[Records drawn from a dataset]
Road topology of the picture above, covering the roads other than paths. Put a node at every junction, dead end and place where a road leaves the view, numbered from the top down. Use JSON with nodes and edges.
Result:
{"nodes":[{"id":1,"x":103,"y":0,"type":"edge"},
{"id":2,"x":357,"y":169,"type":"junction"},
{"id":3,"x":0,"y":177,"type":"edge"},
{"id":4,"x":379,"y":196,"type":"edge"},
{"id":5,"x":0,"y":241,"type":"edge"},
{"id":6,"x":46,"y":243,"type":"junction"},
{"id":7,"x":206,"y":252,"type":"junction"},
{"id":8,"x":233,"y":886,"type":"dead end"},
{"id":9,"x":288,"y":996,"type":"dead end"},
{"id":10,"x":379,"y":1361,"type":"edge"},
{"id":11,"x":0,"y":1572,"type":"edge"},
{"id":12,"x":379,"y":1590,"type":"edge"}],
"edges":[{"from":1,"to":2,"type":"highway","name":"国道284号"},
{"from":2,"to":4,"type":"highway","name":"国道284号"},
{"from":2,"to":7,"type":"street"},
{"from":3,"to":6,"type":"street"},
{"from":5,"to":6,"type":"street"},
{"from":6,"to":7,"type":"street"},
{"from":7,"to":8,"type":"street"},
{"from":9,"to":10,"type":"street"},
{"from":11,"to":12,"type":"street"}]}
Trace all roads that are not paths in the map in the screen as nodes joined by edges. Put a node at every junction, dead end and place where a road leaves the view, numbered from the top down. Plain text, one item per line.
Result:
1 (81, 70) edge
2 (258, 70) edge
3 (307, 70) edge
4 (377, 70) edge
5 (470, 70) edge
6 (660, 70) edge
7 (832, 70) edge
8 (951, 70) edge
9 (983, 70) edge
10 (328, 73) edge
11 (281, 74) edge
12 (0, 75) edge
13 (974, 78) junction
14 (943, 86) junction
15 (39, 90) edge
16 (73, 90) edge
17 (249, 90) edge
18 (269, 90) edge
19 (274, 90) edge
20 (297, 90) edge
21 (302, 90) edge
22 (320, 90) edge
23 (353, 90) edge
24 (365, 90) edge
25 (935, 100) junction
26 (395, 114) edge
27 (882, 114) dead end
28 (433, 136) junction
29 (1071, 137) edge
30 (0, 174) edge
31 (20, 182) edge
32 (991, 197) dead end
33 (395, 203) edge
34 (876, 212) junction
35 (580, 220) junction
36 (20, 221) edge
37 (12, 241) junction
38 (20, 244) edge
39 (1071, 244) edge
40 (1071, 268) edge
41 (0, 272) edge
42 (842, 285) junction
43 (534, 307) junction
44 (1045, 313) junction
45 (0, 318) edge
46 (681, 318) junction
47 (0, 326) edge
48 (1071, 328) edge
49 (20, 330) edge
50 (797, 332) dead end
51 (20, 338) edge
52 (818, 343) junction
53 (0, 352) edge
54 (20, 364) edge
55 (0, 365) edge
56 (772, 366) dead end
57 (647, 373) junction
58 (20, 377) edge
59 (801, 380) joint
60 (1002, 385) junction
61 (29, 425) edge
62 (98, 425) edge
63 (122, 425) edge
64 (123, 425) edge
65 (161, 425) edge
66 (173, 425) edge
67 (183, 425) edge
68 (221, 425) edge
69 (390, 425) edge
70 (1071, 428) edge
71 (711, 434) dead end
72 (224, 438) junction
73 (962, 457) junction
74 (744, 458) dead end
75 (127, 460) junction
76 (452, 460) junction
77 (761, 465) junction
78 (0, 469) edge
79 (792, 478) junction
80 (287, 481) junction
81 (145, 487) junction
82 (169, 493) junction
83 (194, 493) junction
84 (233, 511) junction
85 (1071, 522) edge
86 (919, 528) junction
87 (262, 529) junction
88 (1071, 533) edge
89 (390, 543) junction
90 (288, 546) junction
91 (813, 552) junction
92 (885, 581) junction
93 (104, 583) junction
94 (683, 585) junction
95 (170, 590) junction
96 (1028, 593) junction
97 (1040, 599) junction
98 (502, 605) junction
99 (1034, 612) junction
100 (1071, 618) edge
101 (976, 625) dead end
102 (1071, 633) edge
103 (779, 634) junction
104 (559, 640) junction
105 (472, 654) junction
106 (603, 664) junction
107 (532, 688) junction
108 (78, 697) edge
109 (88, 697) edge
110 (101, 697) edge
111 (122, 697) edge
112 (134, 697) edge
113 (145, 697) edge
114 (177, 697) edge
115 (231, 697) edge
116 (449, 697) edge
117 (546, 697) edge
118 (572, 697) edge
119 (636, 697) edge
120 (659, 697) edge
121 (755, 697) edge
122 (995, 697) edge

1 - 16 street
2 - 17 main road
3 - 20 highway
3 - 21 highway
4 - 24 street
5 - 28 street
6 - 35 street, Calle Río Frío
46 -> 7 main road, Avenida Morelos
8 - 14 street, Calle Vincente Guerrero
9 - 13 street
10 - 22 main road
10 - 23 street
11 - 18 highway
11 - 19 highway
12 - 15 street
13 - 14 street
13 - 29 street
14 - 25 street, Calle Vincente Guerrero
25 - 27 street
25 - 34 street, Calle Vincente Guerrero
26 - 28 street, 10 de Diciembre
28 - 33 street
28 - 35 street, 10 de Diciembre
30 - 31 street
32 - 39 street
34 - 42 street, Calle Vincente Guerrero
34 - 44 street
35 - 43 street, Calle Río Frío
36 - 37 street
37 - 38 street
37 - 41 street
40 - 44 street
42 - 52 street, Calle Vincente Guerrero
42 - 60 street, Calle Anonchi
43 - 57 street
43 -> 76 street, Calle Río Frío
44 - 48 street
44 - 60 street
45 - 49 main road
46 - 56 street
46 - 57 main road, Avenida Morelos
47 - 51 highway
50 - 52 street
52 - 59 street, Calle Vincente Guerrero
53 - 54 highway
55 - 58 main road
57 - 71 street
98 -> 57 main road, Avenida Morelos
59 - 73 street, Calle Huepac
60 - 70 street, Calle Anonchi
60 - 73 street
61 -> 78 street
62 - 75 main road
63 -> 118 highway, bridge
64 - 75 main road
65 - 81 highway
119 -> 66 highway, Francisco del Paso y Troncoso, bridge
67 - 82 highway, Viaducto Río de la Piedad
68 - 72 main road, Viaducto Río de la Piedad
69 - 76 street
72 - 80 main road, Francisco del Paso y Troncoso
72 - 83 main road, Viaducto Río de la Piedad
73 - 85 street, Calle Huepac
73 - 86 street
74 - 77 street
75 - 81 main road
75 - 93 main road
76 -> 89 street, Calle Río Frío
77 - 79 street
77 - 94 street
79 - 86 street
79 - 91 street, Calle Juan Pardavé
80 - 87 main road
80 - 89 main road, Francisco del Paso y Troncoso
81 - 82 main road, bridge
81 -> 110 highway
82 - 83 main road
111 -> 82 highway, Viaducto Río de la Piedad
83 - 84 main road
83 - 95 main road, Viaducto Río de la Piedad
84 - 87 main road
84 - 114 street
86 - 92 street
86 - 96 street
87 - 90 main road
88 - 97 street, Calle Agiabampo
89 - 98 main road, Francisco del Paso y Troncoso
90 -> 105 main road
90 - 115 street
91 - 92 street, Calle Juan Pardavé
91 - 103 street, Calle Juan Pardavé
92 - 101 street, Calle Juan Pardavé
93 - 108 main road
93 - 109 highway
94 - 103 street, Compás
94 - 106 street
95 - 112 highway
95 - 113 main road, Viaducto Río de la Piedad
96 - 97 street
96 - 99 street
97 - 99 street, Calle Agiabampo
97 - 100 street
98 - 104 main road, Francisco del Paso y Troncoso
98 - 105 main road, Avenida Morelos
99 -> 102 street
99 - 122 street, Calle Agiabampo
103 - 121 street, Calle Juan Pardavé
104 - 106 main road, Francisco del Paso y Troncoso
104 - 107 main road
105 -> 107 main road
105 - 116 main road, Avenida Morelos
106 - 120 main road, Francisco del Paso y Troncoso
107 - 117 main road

- **Directions**
Once more, write out all of the entries above exactly.

- **Written answer**
Road topology of the picture above, covering the roads other than paths. Put a node at every junction, dead end and place where a road leaves the view, numbered from the top down. Use JSON with nodes and edges.
Result:
{"nodes":[{"id":1,"x":103,"y":0,"type":"edge"},
{"id":2,"x":357,"y":169,"type":"junction"},
{"id":3,"x":0,"y":177,"type":"edge"},
{"id":4,"x":379,"y":196,"type":"edge"},
{"id":5,"x":0,"y":241,"type":"edge"},
{"id":6,"x":46,"y":243,"type":"junction"},
{"id":7,"x":206,"y":252,"type":"junction"},
{"id":8,"x":233,"y":886,"type":"dead end"},
{"id":9,"x":288,"y":996,"type":"dead end"},
{"id":10,"x":379,"y":1361,"type":"edge"},
{"id":11,"x":0,"y":1572,"type":"edge"},
{"id":12,"x":379,"y":1590,"type":"edge"}],
"edges":[{"from":1,"to":2,"type":"highway","name":"国道284号"},
{"from":2,"to":4,"type":"highway","name":"国道284号"},
{"from":2,"to":7,"type":"street"},
{"from":3,"to":6,"type":"street"},
{"from":5,"to":6,"type":"street"},
{"from":6,"to":7,"type":"street"},
{"from":7,"to":8,"type":"street"},
{"from":9,"to":10,"type":"street"},
{"from":11,"to":12,"type":"street"}]}
Trace all roads that are not paths in the map in the screen as nodes joined by edges. Put a node at every junction, dead end and place where a road leaves the view, numbered from the top down. Plain text, one item per line.
Result:
1 (81, 70) edge
2 (258, 70) edge
3 (307, 70) edge
4 (377, 70) edge
5 (470, 70) edge
6 (660, 70) edge
7 (832, 70) edge
8 (951, 70) edge
9 (983, 70) edge
10 (328, 73) edge
11 (281, 74) edge
12 (0, 75) edge
13 (974, 78) junction
14 (943, 86) junction
15 (39, 90) edge
16 (73, 90) edge
17 (249, 90) edge
18 (269, 90) edge
19 (274, 90) edge
20 (297, 90) edge
21 (302, 90) edge
22 (320, 90) edge
23 (353, 90) edge
24 (365, 90) edge
25 (935, 100) junction
26 (395, 114) edge
27 (882, 114) dead end
28 (433, 136) junction
29 (1071, 137) edge
30 (0, 174) edge
31 (20, 182) edge
32 (991, 197) dead end
33 (395, 203) edge
34 (876, 212) junction
35 (580, 220) junction
36 (20, 221) edge
37 (12, 241) junction
38 (20, 244) edge
39 (1071, 244) edge
40 (1071, 268) edge
41 (0, 272) edge
42 (842, 285) junction
43 (534, 307) junction
44 (1045, 313) junction
45 (0, 318) edge
46 (681, 318) junction
47 (0, 326) edge
48 (1071, 328) edge
49 (20, 330) edge
50 (797, 332) dead end
51 (20, 338) edge
52 (818, 343) junction
53 (0, 352) edge
54 (20, 364) edge
55 (0, 365) edge
56 (772, 366) dead end
57 (647, 373) junction
58 (20, 377) edge
59 (801, 380) joint
60 (1002, 385) junction
61 (29, 425) edge
62 (98, 425) edge
63 (122, 425) edge
64 (123, 425) edge
65 (161, 425) edge
66 (173, 425) edge
67 (183, 425) edge
68 (221, 425) edge
69 (390, 425) edge
70 (1071, 428) edge
71 (711, 434) dead end
72 (224, 438) junction
73 (962, 457) junction
74 (744, 458) dead end
75 (127, 460) junction
76 (452, 460) junction
77 (761, 465) junction
78 (0, 469) edge
79 (792, 478) junction
80 (287, 481) junction
81 (145, 487) junction
82 (169, 493) junction
83 (194, 493) junction
84 (233, 511) junction
85 (1071, 522) edge
86 (919, 528) junction
87 (262, 529) junction
88 (1071, 533) edge
89 (390, 543) junction
90 (288, 546) junction
91 (813, 552) junction
92 (885, 581) junction
93 (104, 583) junction
94 (683, 585) junction
95 (170, 590) junction
96 (1028, 593) junction
97 (1040, 599) junction
98 (502, 605) junction
99 (1034, 612) junction
100 (1071, 618) edge
101 (976, 625) dead end
102 (1071, 633) edge
103 (779, 634) junction
104 (559, 640) junction
105 (472, 654) junction
106 (603, 664) junction
107 (532, 688) junction
108 (78, 697) edge
109 (88, 697) edge
110 (101, 697) edge
111 (122, 697) edge
112 (134, 697) edge
113 (145, 697) edge
114 (177, 697) edge
115 (231, 697) edge
116 (449, 697) edge
117 (546, 697) edge
118 (572, 697) edge
119 (636, 697) edge
120 (659, 697) edge
121 (755, 697) edge
122 (995, 697) edge

1 - 16 street
2 - 17 main road
3 - 20 highway
3 - 21 highway
4 - 24 street
5 - 28 street
6 - 35 street, Calle Río Frío
46 -> 7 main road, Avenida Morelos
8 - 14 street, Calle Vincente Guerrero
9 - 13 street
10 - 22 main road
10 - 23 street
11 - 18 highway
11 - 19 highway
12 - 15 street
13 - 14 street
13 - 29 street
14 - 25 street, Calle Vincente Guerrero
25 - 27 street
25 - 34 street, Calle Vincente Guerrero
26 - 28 street, 10 de Diciembre
28 - 33 street
28 - 35 street, 10 de Diciembre
30 - 31 street
32 - 39 street
34 - 42 street, Calle Vincente Guerrero
34 - 44 street
35 - 43 street, Calle Río Frío
36 - 37 street
37 - 38 street
37 - 41 street
40 - 44 street
42 - 52 street, Calle Vincente Guerrero
42 - 60 street, Calle Anonchi
43 - 57 street
43 -> 76 street, Calle Río Frío
44 - 48 street
44 - 60 street
45 - 49 main road
46 - 56 street
46 - 57 main road, Avenida Morelos
47 - 51 highway
50 - 52 street
52 - 59 street, Calle Vincente Guerrero
53 - 54 highway
55 - 58 main road
57 - 71 street
98 -> 57 main road, Avenida Morelos
59 - 73 street, Calle Huepac
60 - 70 street, Calle Anonchi
60 - 73 street
61 -> 78 street
62 - 75 main road
63 -> 118 highway, bridge
64 - 75 main road
65 - 81 highway
119 -> 66 highway, Francisco del Paso y Troncoso, bridge
67 - 82 highway, Viaducto Río de la Piedad
68 - 72 main road, Viaducto Río de la Piedad
69 - 76 street
72 - 80 main road, Francisco del Paso y Troncoso
72 - 83 main road, Viaducto Río de la Piedad
73 - 85 street, Calle Huepac
73 - 86 street
74 - 77 street
75 - 81 main road
75 - 93 main road
76 -> 89 street, Calle Río Frío
77 - 79 street
77 - 94 street
79 - 86 street
79 - 91 street, Calle Juan Pardavé
80 - 87 main road
80 - 89 main road, Francisco del Paso y Troncoso
81 - 82 main road, bridge
81 -> 110 highway
82 - 83 main road
111 -> 82 highway, Viaducto Río de la Piedad
83 - 84 main road
83 - 95 main road, Viaducto Río de la Piedad
84 - 87 main road
84 - 114 street
86 - 92 street
86 - 96 street
87 - 90 main road
88 - 97 street, Calle Agiabampo
89 - 98 main road, Francisco del Paso y Troncoso
90 -> 105 main road
90 - 115 street
91 - 92 street, Calle Juan Pardavé
91 - 103 street, Calle Juan Pardavé
92 - 101 street, Calle Juan Pardavé
93 - 108 main road
93 - 109 highway
94 - 103 street, Compás
94 - 106 street
95 - 112 highway
95 - 113 main road, Viaducto Río de la Piedad
96 - 97 street
96 - 99 street
97 - 99 street, Calle Agiabampo
97 - 100 street
98 - 104 main road, Francisco del Paso y Troncoso
98 - 105 main road, Avenida Morelos
99 -> 102 street
99 - 122 street, Calle Agiabampo
103 - 121 street, Calle Juan Pardavé
104 - 106 main road, Francisco del Paso y Troncoso
104 - 107 main road
105 -> 107 main road
105 - 116 main road, Avenida Morelos
106 - 120 main road, Francisco del Paso y Troncoso
107 - 117 main road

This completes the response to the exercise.